● Work order: Make an exact copy of the records, with the pictures left out.

Data Block Start

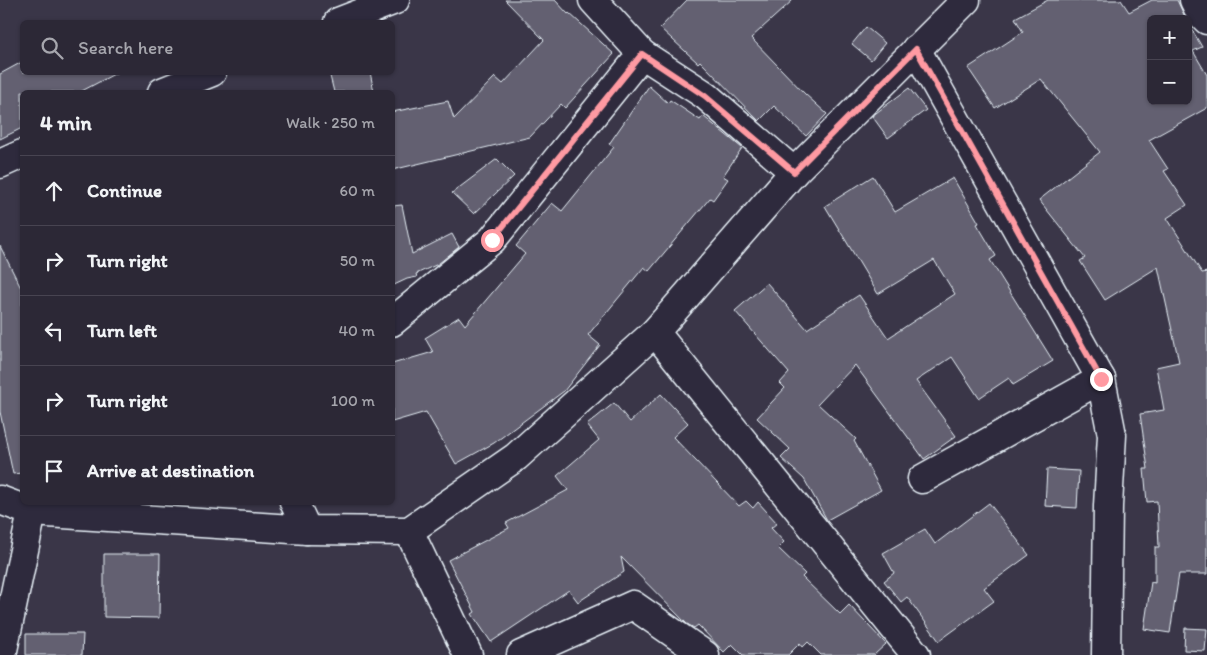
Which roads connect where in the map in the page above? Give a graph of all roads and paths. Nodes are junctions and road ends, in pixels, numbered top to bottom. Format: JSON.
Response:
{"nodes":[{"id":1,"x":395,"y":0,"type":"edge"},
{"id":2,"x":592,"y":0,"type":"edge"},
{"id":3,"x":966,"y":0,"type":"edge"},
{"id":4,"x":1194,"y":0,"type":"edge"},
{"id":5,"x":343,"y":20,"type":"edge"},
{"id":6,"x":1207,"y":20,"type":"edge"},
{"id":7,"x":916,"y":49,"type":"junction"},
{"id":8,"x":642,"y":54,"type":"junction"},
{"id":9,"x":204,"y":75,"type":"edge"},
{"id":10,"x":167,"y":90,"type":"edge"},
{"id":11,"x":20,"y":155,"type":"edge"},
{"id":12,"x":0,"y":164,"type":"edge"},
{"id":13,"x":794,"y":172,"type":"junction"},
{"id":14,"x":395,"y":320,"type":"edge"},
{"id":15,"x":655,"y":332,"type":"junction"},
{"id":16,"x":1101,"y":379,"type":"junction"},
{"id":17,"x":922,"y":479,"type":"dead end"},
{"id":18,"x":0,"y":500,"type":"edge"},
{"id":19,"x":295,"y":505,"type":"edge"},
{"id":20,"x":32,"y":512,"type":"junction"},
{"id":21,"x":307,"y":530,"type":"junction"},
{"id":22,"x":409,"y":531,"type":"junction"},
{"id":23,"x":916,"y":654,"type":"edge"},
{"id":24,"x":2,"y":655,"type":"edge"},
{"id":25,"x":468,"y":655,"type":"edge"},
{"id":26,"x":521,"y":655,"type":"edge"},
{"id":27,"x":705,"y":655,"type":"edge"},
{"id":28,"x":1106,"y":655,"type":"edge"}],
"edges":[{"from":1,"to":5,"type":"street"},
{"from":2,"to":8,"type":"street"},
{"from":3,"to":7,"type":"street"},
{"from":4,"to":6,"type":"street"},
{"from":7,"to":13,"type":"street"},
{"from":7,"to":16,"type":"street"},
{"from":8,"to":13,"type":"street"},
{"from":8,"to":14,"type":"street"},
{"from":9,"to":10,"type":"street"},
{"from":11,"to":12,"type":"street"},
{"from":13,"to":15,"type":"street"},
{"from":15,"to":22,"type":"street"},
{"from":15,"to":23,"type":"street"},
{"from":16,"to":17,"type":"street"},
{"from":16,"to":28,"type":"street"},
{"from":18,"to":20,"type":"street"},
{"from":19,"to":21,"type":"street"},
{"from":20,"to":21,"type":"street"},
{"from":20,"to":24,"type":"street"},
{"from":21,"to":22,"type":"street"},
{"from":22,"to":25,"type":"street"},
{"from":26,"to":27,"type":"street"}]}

Data Block End

● Reply to the task:
Which roads connect where in the map in the page above? Give a graph of all roads and paths. Nodes are junctions and road ends, in pixels, numbered top to bottom. Format: JSON.
Response:
{"nodes":[{"id":1,"x":395,"y":0,"type":"edge"},
{"id":2,"x":592,"y":0,"type":"edge"},
{"id":3,"x":966,"y":0,"type":"edge"},
{"id":4,"x":1194,"y":0,"type":"edge"},
{"id":5,"x":343,"y":20,"type":"edge"},
{"id":6,"x":1207,"y":20,"type":"edge"},
{"id":7,"x":916,"y":49,"type":"junction"},
{"id":8,"x":642,"y":54,"type":"junction"},
{"id":9,"x":204,"y":75,"type":"edge"},
{"id":10,"x":167,"y":90,"type":"edge"},
{"id":11,"x":20,"y":155,"type":"edge"},
{"id":12,"x":0,"y":164,"type":"edge"},
{"id":13,"x":794,"y":172,"type":"junction"},
{"id":14,"x":395,"y":320,"type":"edge"},
{"id":15,"x":655,"y":332,"type":"junction"},
{"id":16,"x":1101,"y":379,"type":"junction"},
{"id":17,"x":922,"y":479,"type":"dead end"},
{"id":18,"x":0,"y":500,"type":"edge"},
{"id":19,"x":295,"y":505,"type":"edge"},
{"id":20,"x":32,"y":512,"type":"junction"},
{"id":21,"x":307,"y":530,"type":"junction"},
{"id":22,"x":409,"y":531,"type":"junction"},
{"id":23,"x":916,"y":654,"type":"edge"},
{"id":24,"x":2,"y":655,"type":"edge"},
{"id":25,"x":468,"y":655,"type":"edge"},
{"id":26,"x":521,"y":655,"type":"edge"},
{"id":27,"x":705,"y":655,"type":"edge"},
{"id":28,"x":1106,"y":655,"type":"edge"}],
"edges":[{"from":1,"to":5,"type":"street"},
{"from":2,"to":8,"type":"street"},
{"from":3,"to":7,"type":"street"},
{"from":4,"to":6,"type":"street"},
{"from":7,"to":13,"type":"street"},
{"from":7,"to":16,"type":"street"},
{"from":8,"to":13,"type":"street"},
{"from":8,"to":14,"type":"street"},
{"from":9,"to":10,"type":"street"},
{"from":11,"to":12,"type":"street"},
{"from":13,"to":15,"type":"street"},
{"from":15,"to":22,"type":"street"},
{"from":15,"to":23,"type":"street"},
{"from":16,"to":17,"type":"street"},
{"from":16,"to":28,"type":"street"},
{"from":18,"to":20,"type":"street"},
{"from":19,"to":21,"type":"street"},
{"from":20,"to":21,"type":"street"},
{"from":20,"to":24,"type":"street"},
{"from":21,"to":22,"type":"street"},
{"from":22,"to":25,"type":"street"},
{"from":26,"to":27,"type":"street"}]}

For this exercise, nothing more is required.